Antalya'da bu açıdan büyük eksiklik var, kentlilik bilincinin tam olarak ortaya konamadığını da bu açıdan değerlendirmek lazım.

Antalya'da yaşayanların 'kentli hakları' olduğu gibi, 'kentte karşı sorumlulukları" da bulunuyor.

Antalya, bize emanet, emanete sahip çıkmak, kenti kaderiyle baş başa bırakmak, sorunlarına duyarsız kalmak kente ve gelecek kuşaklara karşı suç işlemek anlamına geliyor.

Antalya'nın sahipleri olarak kenti gelecek nesillere daha yaşanabilir bırakmak, kaynaklarını özenle korumak temel görevlerimiz arasında yer alıyor.

Antalya'nın estetiğine özen göstermek, kentin güvenli bir yaşam alanı olmasına katkıda bulunmak, kentin tarihi dokusunu koruyup, yaşatmak, kentin doğasını korumak, kaynaklarını kirletmemek, israf etmemek ve ettirmemek, sürdürülebilir bir kentsel büyümeyi mümkün kılmak, Antalya'nın sahiplerinin omuzlarına yüklenmiş bir görev, kimsenin bu görevden kaçmaları, Antalya'nın yağmalanması, kaynaklarının paylaşılması, rantçıların eline geçmesi karşısında kayıtsız kalma lüksü yok.

Bunları niçin mi söylüyorum ?

Ne yazık ki Antalya kapanın elinde kalıyor.

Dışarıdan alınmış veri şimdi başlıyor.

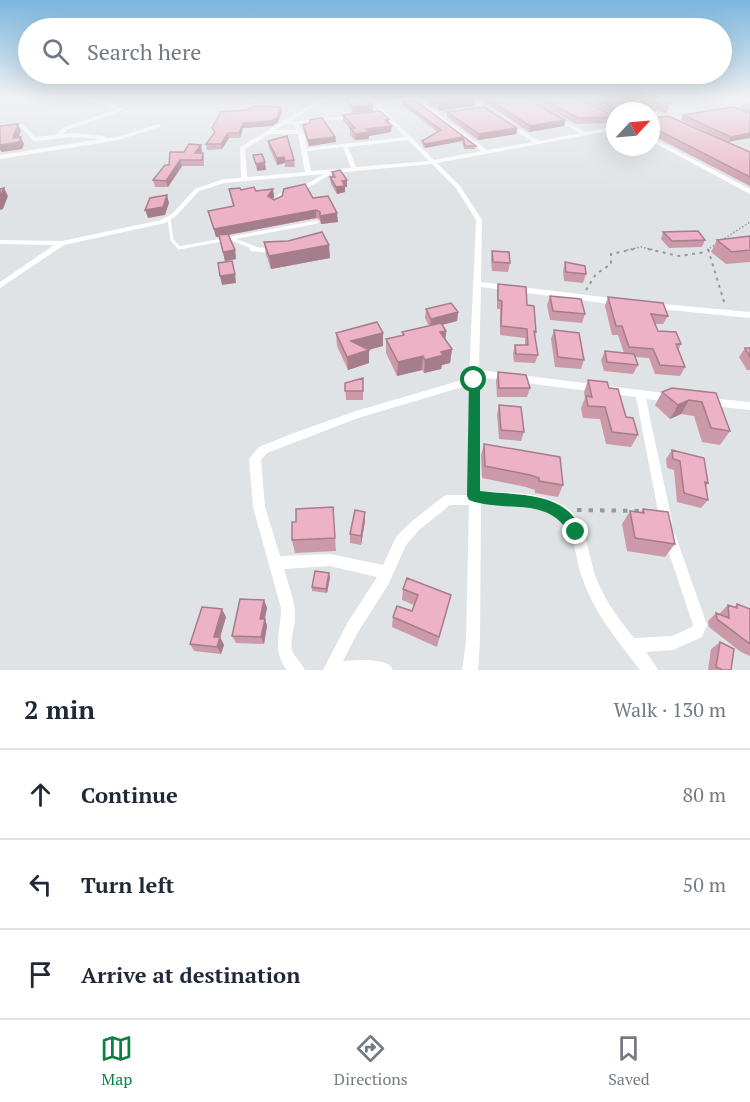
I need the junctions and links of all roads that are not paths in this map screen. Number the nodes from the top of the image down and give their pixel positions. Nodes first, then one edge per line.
1 (26, 129) edge
2 (64, 129) edge
3 (147, 129) edge
4 (271, 129) edge
5 (402, 129) edge
6 (450, 129) edge
7 (520, 129) edge
8 (578, 129) edge
9 (606, 130) edge
10 (267, 132) junction
11 (299, 132) joint
12 (586, 134) junction
13 (60, 136) junction
14 (411, 138) junction
15 (112, 139) junction
16 (539, 142) junction
17 (660, 144) edge
18 (465, 145) junction
19 (345, 146) junction
20 (304, 150) junction
21 (487, 153) junction
22 (470, 156) junction
23 (0, 157) edge
24 (434, 162) junction
25 (354, 169) junction
26 (332, 171) junction
27 (308, 174) junction
28 (244, 179) junction
29 (750, 192) edge
30 (274, 204) edge
31 (170, 219) junction
32 (317, 222) dead end
33 (232, 239) junction
34 (0, 242) edge
35 (316, 242) edge
36 (62, 243) junction
37 (478, 284) junction
38 (0, 286) edge
39 (629, 303) edge
40 (640, 304) edge
41 (750, 315) edge
42 (475, 377) junction
43 (640, 394) junction
44 (750, 406) edge
45 (474, 498) junction
46 (275, 563) junction
47 (386, 572) junction
48 (632, 646) junction
49 (472, 668) edge
50 (297, 670) edge
51 (332, 670) edge
52 (385, 670) edge
53 (650, 670) edge

1 - 13 street
2 - 13 street
3 - 15 street
4 - 10 street
5 - 14 street
6 - 18 street
7 - 16 street
8 - 12 street
9 - 12 street
10 - 11 street
10 - 28 street
11 - 20 street
12 - 16 street
13 - 15 street
14 - 19 street
14 - 24 street
15 - 23 street
16 - 21 street
17 - 29 street
18 - 21 street
18 - 22 street
19 - 20 street
19 - 25 street
20 - 27 street
21 - 22 street
22 - 24 street
24 - 25 street
24 - 37 street
25 - 26 street
26 - 27 street
26 - 30 street
27 - 28 street
28 - 31 street
31 - 33 lane
31 - 36 street
32 - 33 lane
33 - 35 lane
34 - 36 street
36 - 38 street
37 - 39 street
37 - 42 street
40 - 41 street
42 - 43 street
42 - 45 street
42 - 46 street
43 - 44 street
43 - 48 street
45 - 47 street
45 - 48 street
45 - 49 street
46 - 47 street
46 - 50 street
47 - 51 street
48 - 53 street
51 - 52 street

Antalya bir yandan denetimsiz büyüme ve çoğalmanın sancılarını çekerken, diğer yandan da kaynakları hızla başkalarının eline geçiyor.

Falezlerde yaşanan cinayetler bugün en belirgin örneklerinden birisi.

Falezleri önceden aldıkları ruhsatlarla kırarak, oyarak, delerek ticari alan yaratmaya devam ediyor kimi kuruluşlar, Antalya'da bu cinayete karşı çıkanların sayısı iki elin parmaklarını geçmiyor.

Kamu alanlarının 100.Yıl gibi, Dokuma gibi, hazine arazileri gibi, Atatürk Stadı gibi, Tekel binası gibi, Lara Kent Parkı gibi, MKE Pil Fabrikası gibi çok değerli ve kentin ortak malı olan alanların iktidarın da desteği ile Antalya'dan kaçırılma çabalarına yerel basın, meslek odaları ve bir avuç kent sakini dışında seyirci kalınıyor olması, kentlilik bilincinin yeterince oluşmadığının kanıtı..

Şurası bir gerçek ki Antalya'nın paylaşılması karşısında yerel yönetimler de gerekli tavrı ve duyarlığı ortaya koyamıyorlar.

Yapılması gereken belli, yerel yönetimlere kentlilik bilinci ile hareket ederek daha çok katılımcı olmak, kentin sahipleri olarak yaptırım gücümüzü sonuna kadar korumak, gerekirse sokağa çıkarak "Antalya'nın sahibi biziz, Antalya'yı yağmalatmayız" demek..

Antalya, bunu pekala başarabilir..

Yeter ki kentlilik bilinci ile hareket edebilsin..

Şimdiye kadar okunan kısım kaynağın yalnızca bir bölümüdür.